Alcatraz und die Golden Gate Bridge (mit Fotos)

Zu viel mehr als Shopping und einem Mittagessen im Rainforest Cafe reichte es am Mittwoch nicht. Der mehrheitlich verregnete Tag motivierte auch nicht zu viel mehr. Am Abend gaben wir uns mit einem 7/11-Znacht (Sandwiches vom 24 Stunden Shop) zufrieden.

Umso vollgepackter war unser Programm am Donnerstag. Bereits gebucht hatten wir unseren Ausflug auf die Gefängnisinsel Alcatraz. Nach dem Übersetzen mit dem Boot führte uns eine Audio-Tour durch die Gemäuer und die Geschichte der Insel. Anfangs nur eine Insel mit Leuchtturm um den Ansturm während des Goldrausches 1849 Heer zu werden, wurde sie während der amerikanischen Bürgerkriege militärisch genutzt. Ab 1915 diente die Insel als Hochsicherheitsgefängnis. Neben den Sträflingen, lebten auf der Insel auch die Aufsehern und deren Frauen und Kindern. Diese beschrieben die Insel als idyllischen und ruhigen Platz und dies nur 12 Boot-Minuten von San Francisco entfernt.

1963 wurde das Gefängnis aus Budgetgründen geschlossen. Alcatraz war danach mehrmals Schauplatz politischer Aktionen. So machten sich in den 70er Jahren die Indianer mit einer längeren Besetzung für ihre Anerkennung stark. Nach dem Ende dieser Aktion wurde mit Führungen auf der Insel begonnen und heute ist sie eine der bekanntesten Touristenattraktionen San Franciscos.

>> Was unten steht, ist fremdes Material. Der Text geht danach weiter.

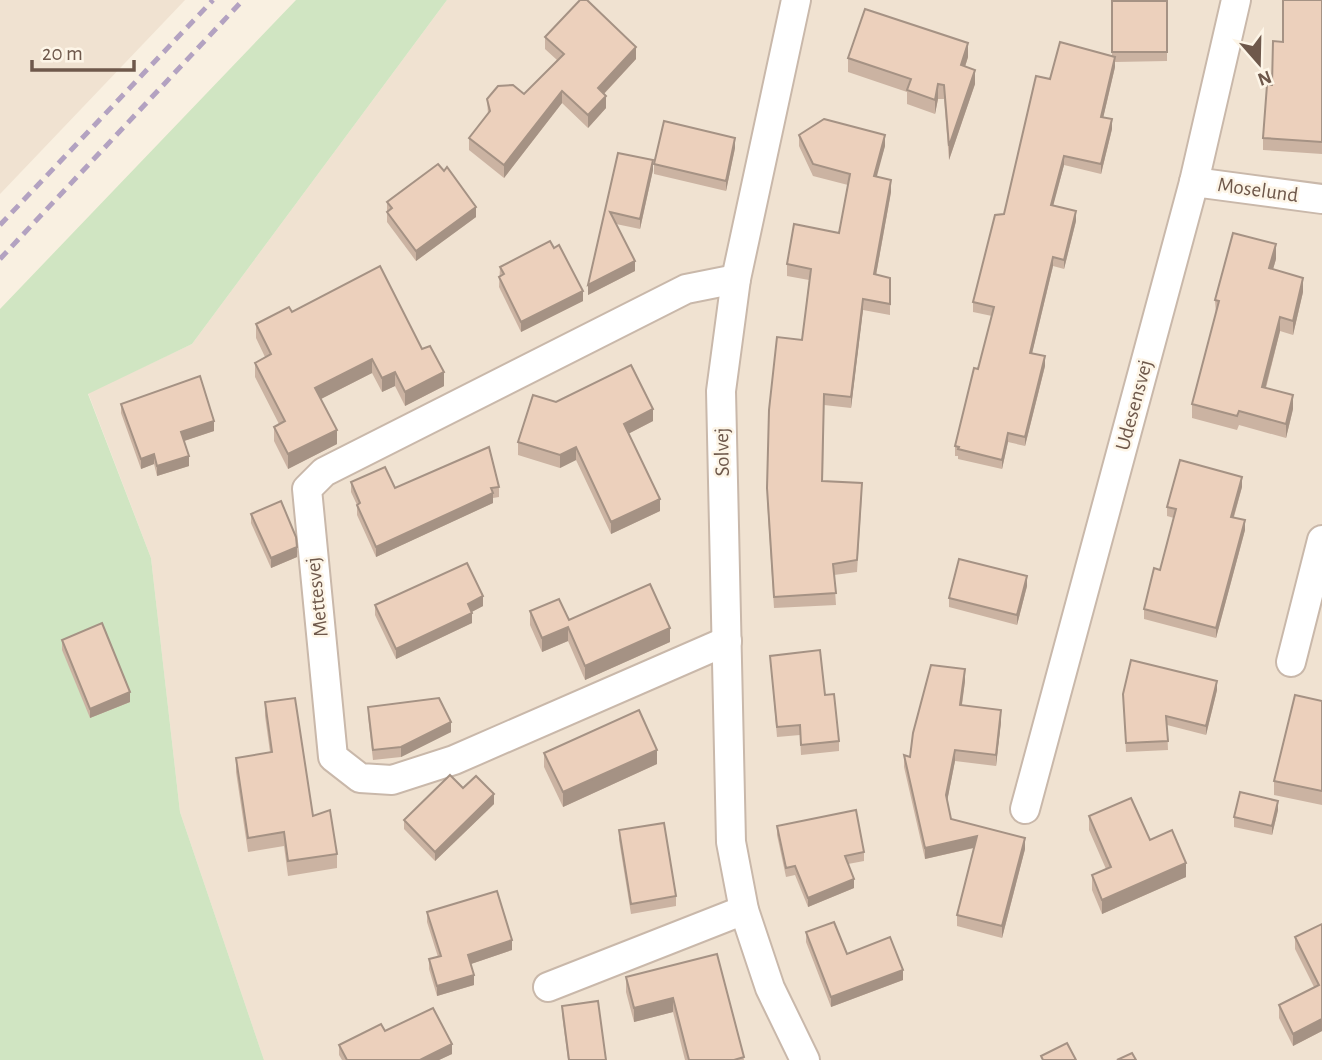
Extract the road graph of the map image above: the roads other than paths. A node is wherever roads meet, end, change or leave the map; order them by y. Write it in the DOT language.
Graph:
graph roads {
  1 [pos="796,0"];
  2 [pos="1237,0"];
  3 [pos="1194,182"];
  4 [pos="1322,199"];
  5 [pos="736,279"];
  6 [pos="1322,540"];
  7 [pos="727,641"];
  8 [pos="1291,662"];
  9 [pos="1025,809"];
  10 [pos="744,910"];
  11 [pos="548,987"];
  12 [pos="805,1060"];
  1 -- 5 [label="street, Solvej"];
  2 -- 3 [label="street, Udesensvej"];
  3 -- 4 [label="street, Moselund"];
  3 -- 9 [label="street, Udesensvej"];
  5 -- 7 [label="street, Solvej"];
  5 -- 7 [label="street, Mettesvej"];
  6 -- 8 [label="street"];
  7 -- 10 [label="street, Solvej"];
  10 -- 11 [label="street"];
  10 -- 12 [label="street, Solvej"];
}
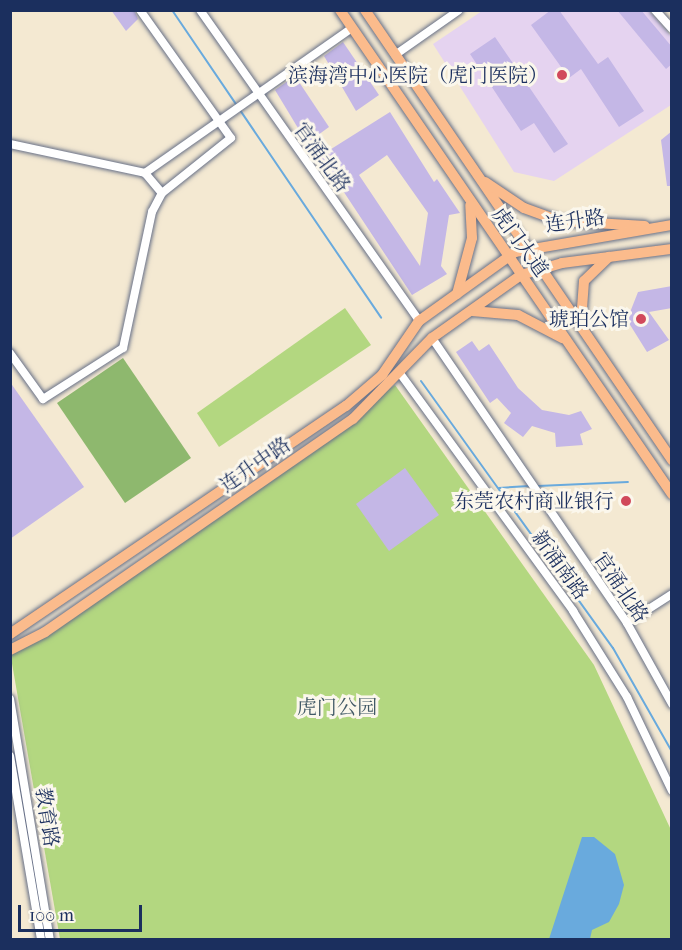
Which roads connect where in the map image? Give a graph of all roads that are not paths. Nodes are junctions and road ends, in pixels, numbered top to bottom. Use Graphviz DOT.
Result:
graph roads {
  1 [pos="140,10"];
  2 [pos="200,10"];
  3 [pos="340,10"];
  4 [pos="365,10"];
  5 [pos="459,10"];
  6 [pos="655,10"];
  7 [pos="352,28"];
  8 [pos="672,29"];
  9 [pos="395,55"];
  10 [pos="253,98"];
  11 [pos="223,118"];
  12 [pos="10,144"];
  13 [pos="145,173"];
  14 [pos="477,177"];
  15 [pos="162,193"];
  16 [pos="468,199"];
  17 [pos="672,225"];
  18 [pos="651,228"];
  19 [pos="526,248"];
  20 [pos="672,249"];
  21 [pos="508,257"];
  22 [pos="609,257"];
  23 [pos="540,267"];
  24 [pos="490,270"];
  25 [pos="521,275"];
  26 [pos="503,287"];
  27 [pos="457,294"];
  28 [pos="472,311"];
  29 [pos="419,321"];
  30 [pos="584,331"];
  31 [pos="432,338"];
  32 [pos="572,347"];
  33 [pos="10,353"];
  34 [pos="399,372"];
  35 [pos="672,460"];
  36 [pos="672,494"];
  37 [pos="672,594"];
  38 [pos="627,623"];
  39 [pos="10,634"];
  40 [pos="10,650"];
  41 [pos="669,693"];
  42 [pos="10,699"];
  43 [pos="672,704"];
  44 [pos="10,756"];
  45 [pos="672,791"];
  46 [pos="41,939"];
  47 [pos="50,939"];
  1 -- 11 [label="street"];
  2 -- 10 [label="street, 官涌北路"];
  3 -- 7 [label="main road, 虎门大道"];
  4 -- 9 [label="main road, 虎门大道"];
  5 -- 9 [label="street"];
  6 -- 8 [label="street"];
  7 -- 10 [label="street"];
  7 -- 16 [label="main road, 虎门大道"];
  9 -- 14 [label="main road, 虎门大道"];
  10 -- 11 [label="street"];
  10 -- 29 [label="street, 官涌北路"];
  11 -- 13 [label="street"];
  11 -- 15 [label="street"];
  12 -- 13 [label="street"];
  13 -- 15 [label="street"];
  14 -- 18 [label="main road"];
  14 -- 19 [label="main road, 虎门大道"];
  15 -- 33 [label="street"];
  16 -- 21 [label="main road, 虎门大道"];
  16 -- 27 [label="main road"];
  17 -- 18 [label="main road, 连升路"];
  18 -- 19 [label="main road, 连升路"];
  19 -- 21 [label="main road, 连升路"];
  19 -- 23 [label="main road, 虎门大道"];
  20 -- 22 [label="main road, 连升路"];
  21 -- 24 [label="main road, 连升路"];
  21 -- 25 [label="main road, 虎门大道"];
  22 -- 23 [label="main road, 连升路"];
  22 -- 30 [label="main road"];
  23 -- 25 [label="main road, 连升路"];
  23 -- 30 [label="main road, 虎门大道"];
  24 -- 27 [label="main road, 连升中路"];
  25 -- 26 [label="main road, 连升路"];
  25 -- 32 [label="main road, 虎门大道"];
  26 -- 28 [label="main road, 连升中路"];
  27 -- 29 [label="main road, 连升中路"];
  28 -- 31 [label="main road, 连升中路"];
  28 -- 32 [label="main road"];
  29 -- 39 [label="main road, 连升中路"];
  30 -- 35 [label="main road, 虎门大道"];
  31 -- 34 [label="main road, 连升中路"];
  31 -- 38 [label="street, 官涌北路"];
  32 -- 36 [label="main road, 虎门大道"];
  34 -- 40 [label="main road, 连升中路"];
  34 -- 45 [label="street, 新涌南路"];
  37 -- 38 [label="street"];
  38 -- 41 [label="street, 官涌北路"];
  41 -- 43 [label="street, 官涌北路"];
  42 -- 47 [label="street, 教育路"];
  44 -- 46 [label="street, 教育路"];
}
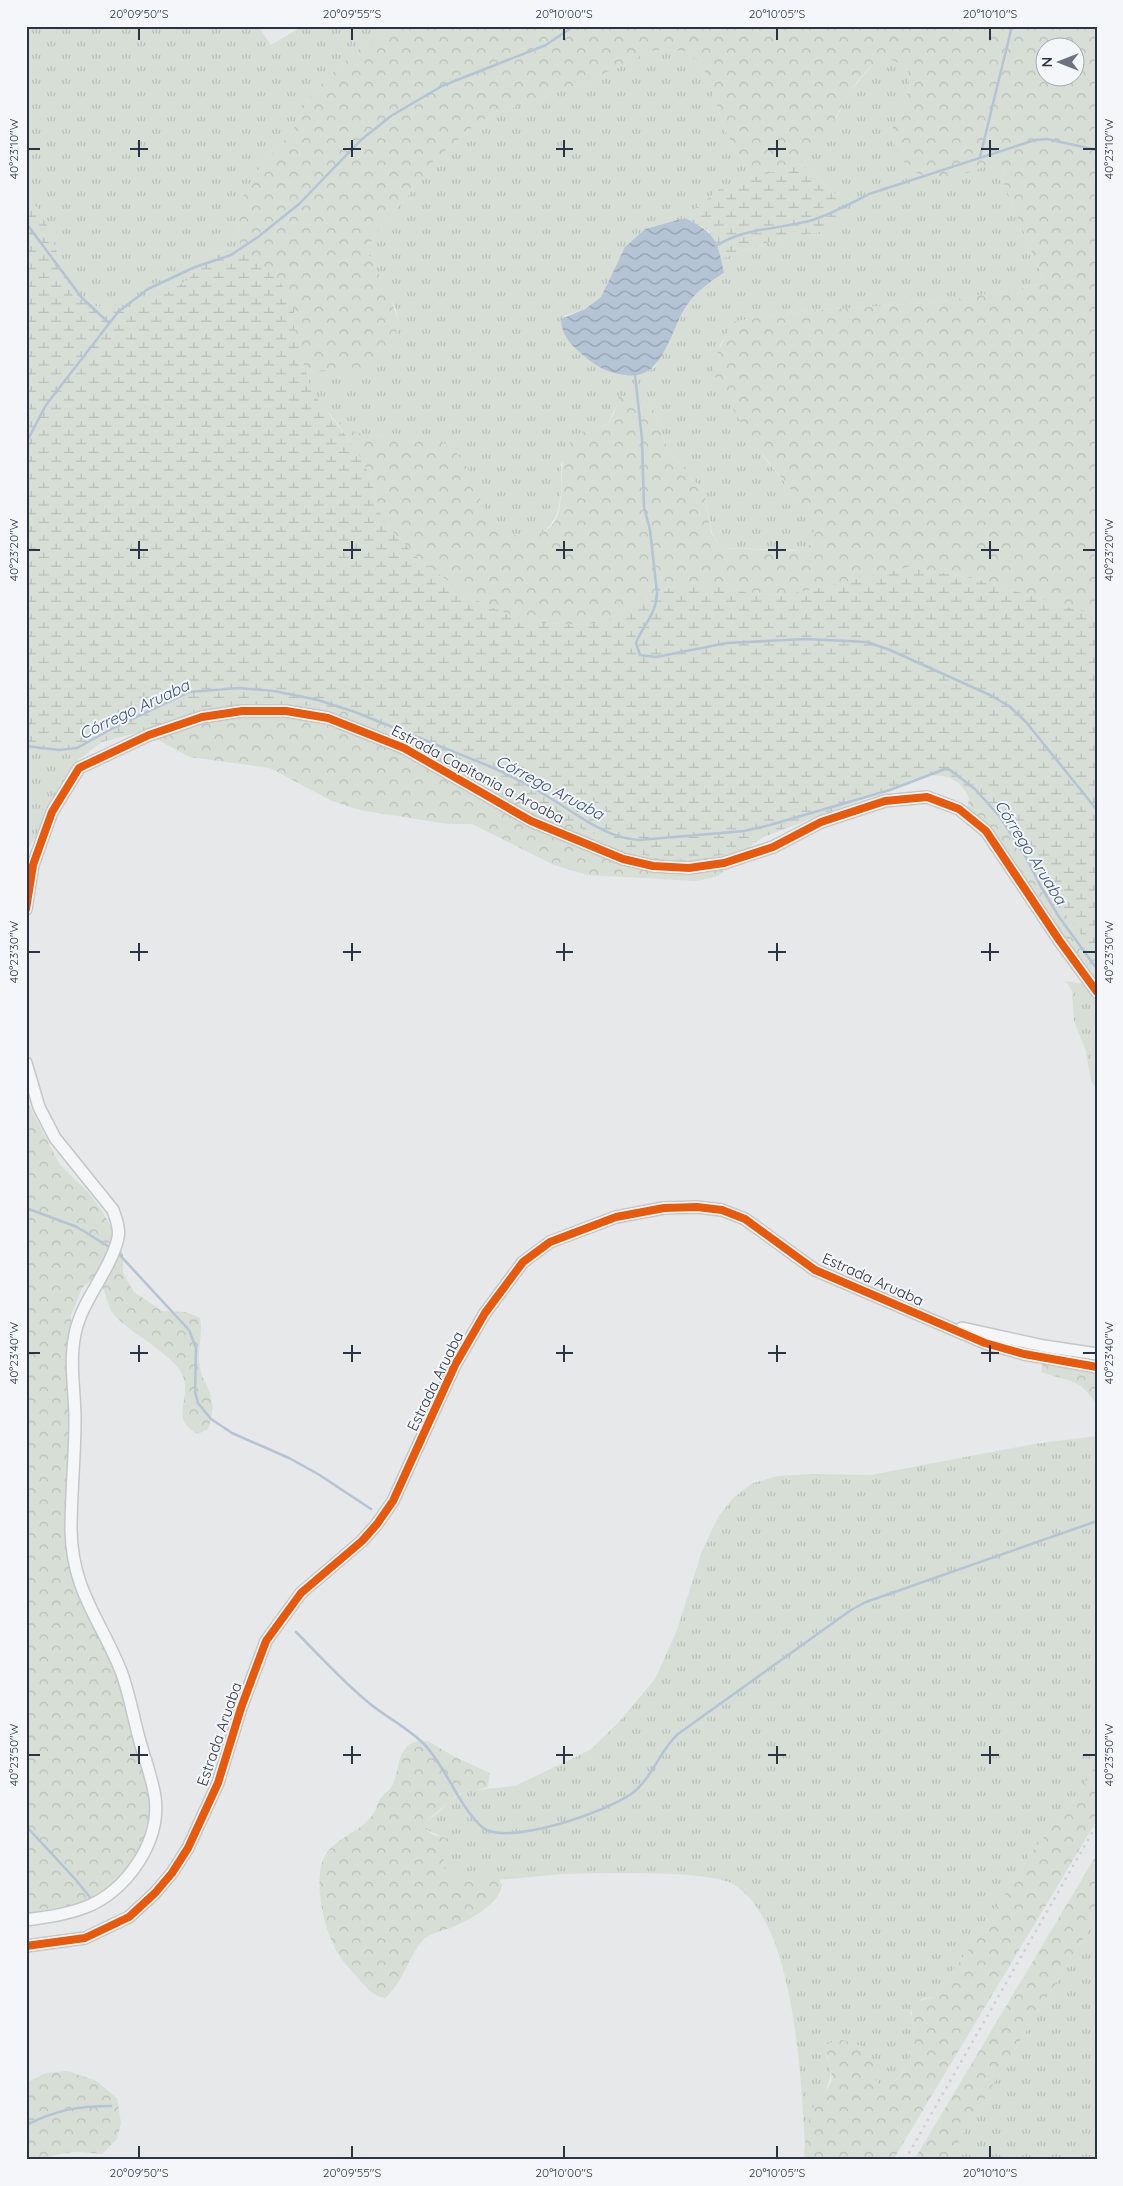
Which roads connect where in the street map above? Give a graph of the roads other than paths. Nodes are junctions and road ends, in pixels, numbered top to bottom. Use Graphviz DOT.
graph roads {
  1 [pos="26,909"];
  2 [pos="1097,992"];
  3 [pos="26,1063"];
  4 [pos="936,1322"];
  5 [pos="1097,1354"];
  6 [pos="1097,1367"];
  7 [pos="26,1920"];
  8 [pos="26,1946"];
  1 -- 2 [label="street, Estrada Capitania a Aroaba"];
  3 -- 7 [label="street"];
  4 -- 5 [label="street, Estrada Aruaba"];
  4 -- 6 [label="street, Estrada Aruaba"];
  4 -- 8 [label="street, Estrada Aruaba"];
}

Nach der Tour begaben wir uns bei Sonnenschein und mit dem wohl langsamsten Bus der Stadt zur Golden Gate Bridge. Nach ausführlicher Foto-Session liefen wir über die 3km lange Brücke. Die gemäss Reiseführer vorhandenen Busse oder Fähren für den Rückweg waren drüben nicht wirklich vorhanden und so liefen wir die 3km wieder zurück.

Mit zwei anderen Buslinien fuhren wir direkt ins Italienviertel. Nach feinen Spaghetti und gutem Wein versuchten wir mit Kamera und Stativ noch einige Nachtaufnahmen. Zurück im Hotel war wieder Packen angesagt. Vor uns lagen wieder einige Kilometer.